Antonis Minou

Personal information
- Full name: Antonios Minou
- Date of birth: 4 May 1958 (age 68)
- Place of birth: Aridaia, Greece
- Height: 1.92 m (6 ft 4 in)
- Position: Goalkeeper

Youth career
- 1979–1980: Almopos Aridea

Senior career*
- Years: Team / Apps / (Gls)
- 1980–1982: Kastoria / 51 / (0)
- 1982–1988: Panathinaikos / 73 / (0)
- 1988–1993: AEK Athens / 125 / (0)
- 1993–1996: Apollon Athens / 79 / (0)
- Total:  / 328 / (0)

International career
- 1984: Greece Olympic / 1 / (0)
- 1986–1994: Greece / 16 / (0)

Managerial career
- 1998: AEK Athens (interim)

= Antonis Minou =

Greek footballer (born 1958)

Antonis Minou (Αντώνης Μήνου; born 4 May 1958) is a Greek former professional footballer who played as a goalkeeper.

==Club career==
Minou began his career with Almopos Aridea, signing for Kastoria in 1980, and two years later, he moved to Panathinaikos, where he became known to the general public and was called to the national team. At Panathinaikos, he won two Championships and three Cups. However, the difficult competition for a first-team place with Nikos Sarganis forced him to look for another club.

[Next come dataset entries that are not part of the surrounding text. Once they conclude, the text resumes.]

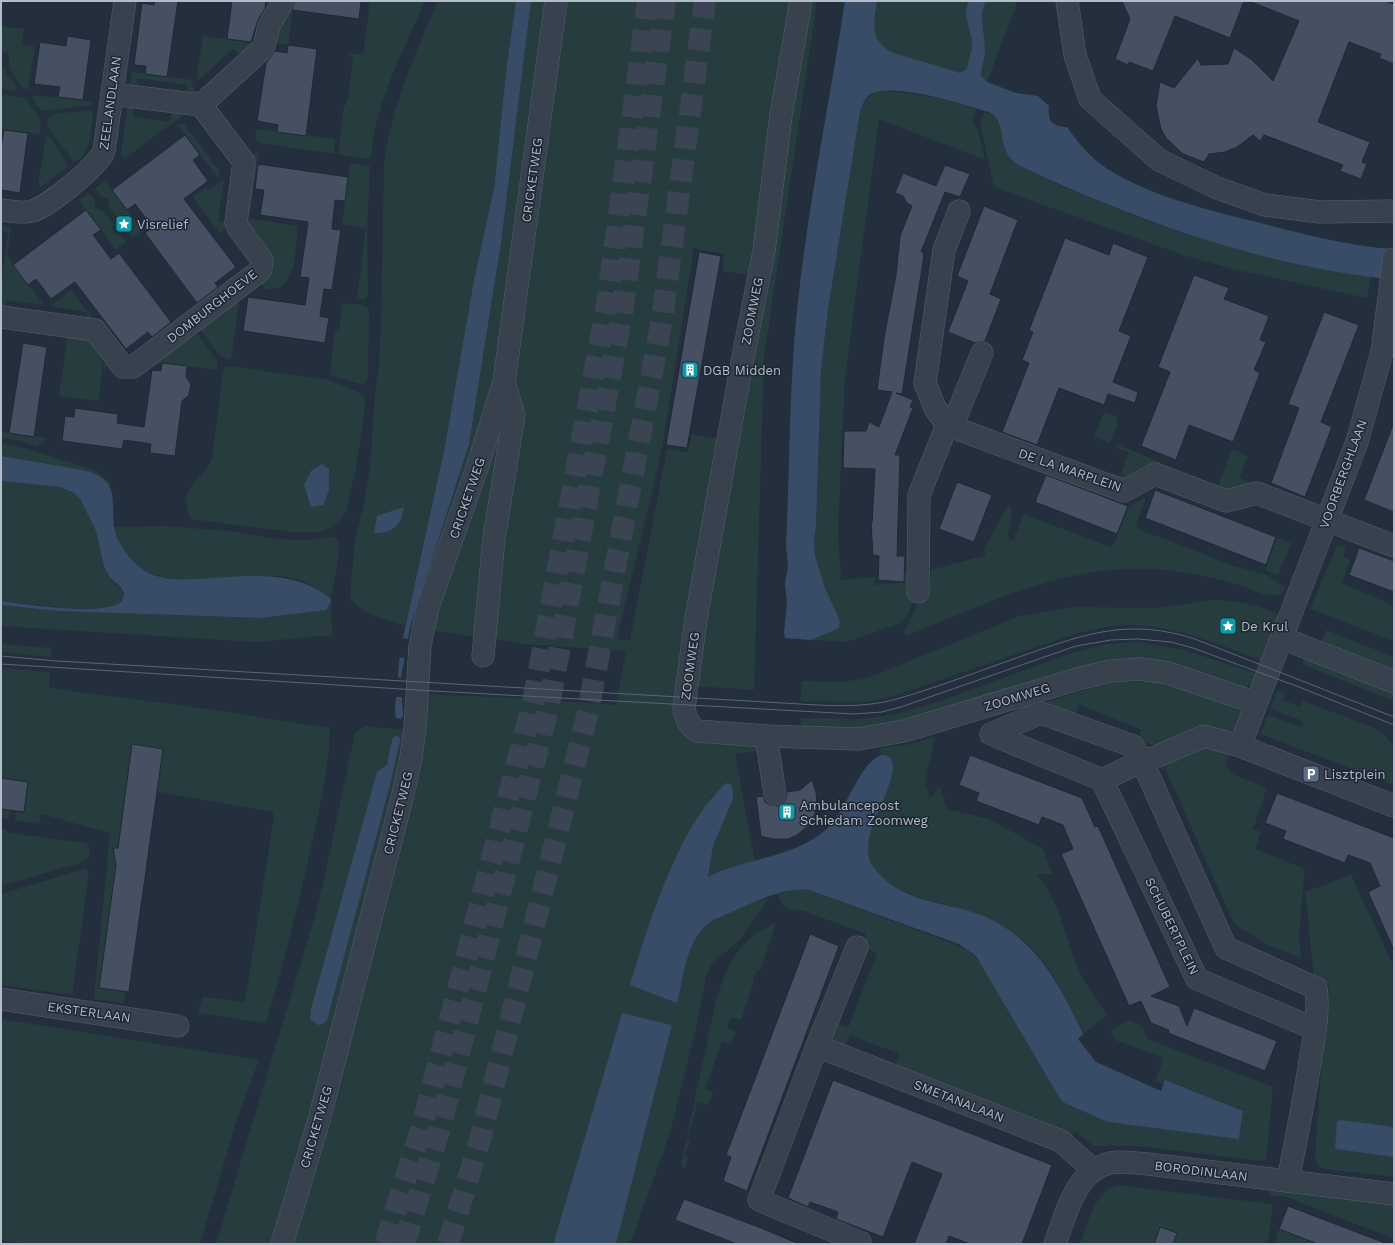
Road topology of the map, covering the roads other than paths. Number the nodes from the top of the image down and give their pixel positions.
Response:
1 (124, 1) edge
2 (283, 1) edge
3 (556, 1) edge
4 (801, 1) edge
5 (1067, 1) edge
6 (112, 94) junction
7 (201, 105) junction
8 (1, 210) edge
9 (959, 211) dead end
10 (1393, 217) edge
11 (1394, 259) edge
12 (1, 317) edge
13 (982, 353) dead end
14 (504, 382) junction
15 (947, 425) junction
16 (1327, 520) junction
17 (1394, 546) edge
18 (918, 592) dead end
19 (1282, 638) junction
20 (482, 656) dead end
21 (1394, 682) edge
22 (1256, 703) junction
23 (766, 736) junction
24 (1240, 746) junction
25 (1142, 761) junction
26 (1102, 780) junction
27 (775, 794) dead end
28 (1394, 806) edge
29 (857, 947) dead end
30 (1, 1000) edge
31 (178, 1026) dead end
32 (1315, 1029) junction
33 (817, 1046) junction
34 (1093, 1170) junction
35 (1288, 1181) junction
36 (1394, 1194) edge
37 (282, 1244) edge
38 (859, 1244) edge
39 (1055, 1244) edge

1 - 6 street, ZEELANDLAAN
2 - 7 street
3 - 14 street, CRICKETWEG
4 - 23 street, ZOOMWEG
5 - 10 street
6 - 7 street
6 - 8 street, ZEELANDLAAN
7 - 12 street, DOMBURGHOEVE
9 - 15 street
11 - 16 street, VOORBERGHLAAN
13 - 15 street
14 - 20 street, CRICKETWEG
14 - 37 street, CRICKETWEG
15 - 16 street, DE LA MARPLEIN
15 - 18 street
16 - 17 street
16 - 19 street, VOORBERGHLAAN
19 - 21 street
19 - 22 street, VOORBERGHLAAN
22 - 23 street, ZOOMWEG
22 - 24 street
23 - 27 street
24 - 25 street
24 - 28 street
25 - 26 street
25 - 26 street
25 - 32 street
26 - 32 street, SCHUBERTPLEIN
29 - 33 street
30 - 31 street, EKSTERLAAN
32 - 35 street
33 - 34 street, SMETANALAAN
33 - 38 street
34 - 35 street, BORODINLAAN
34 - 39 street, BORODINLAAN
35 - 36 street, BORODINLAAN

On 13 July 1988 Minou was transferred to AEK Athens for a fee of 50 million drachmas. In his first season with AEK, he was a second choice behind Spyros Ikonomopoulos, but from the following season he became a regular and never lost his place, until the end of his spell at AEK. The decision by the club's management to release him in the summer of 1993 was said to be surprising, since he was the first-choice goalkeeper in his last two seasons in which the team won the league, while also playing in the national team. With AEK he won three Championships, one Greek Super Cup and one Greek League Cup.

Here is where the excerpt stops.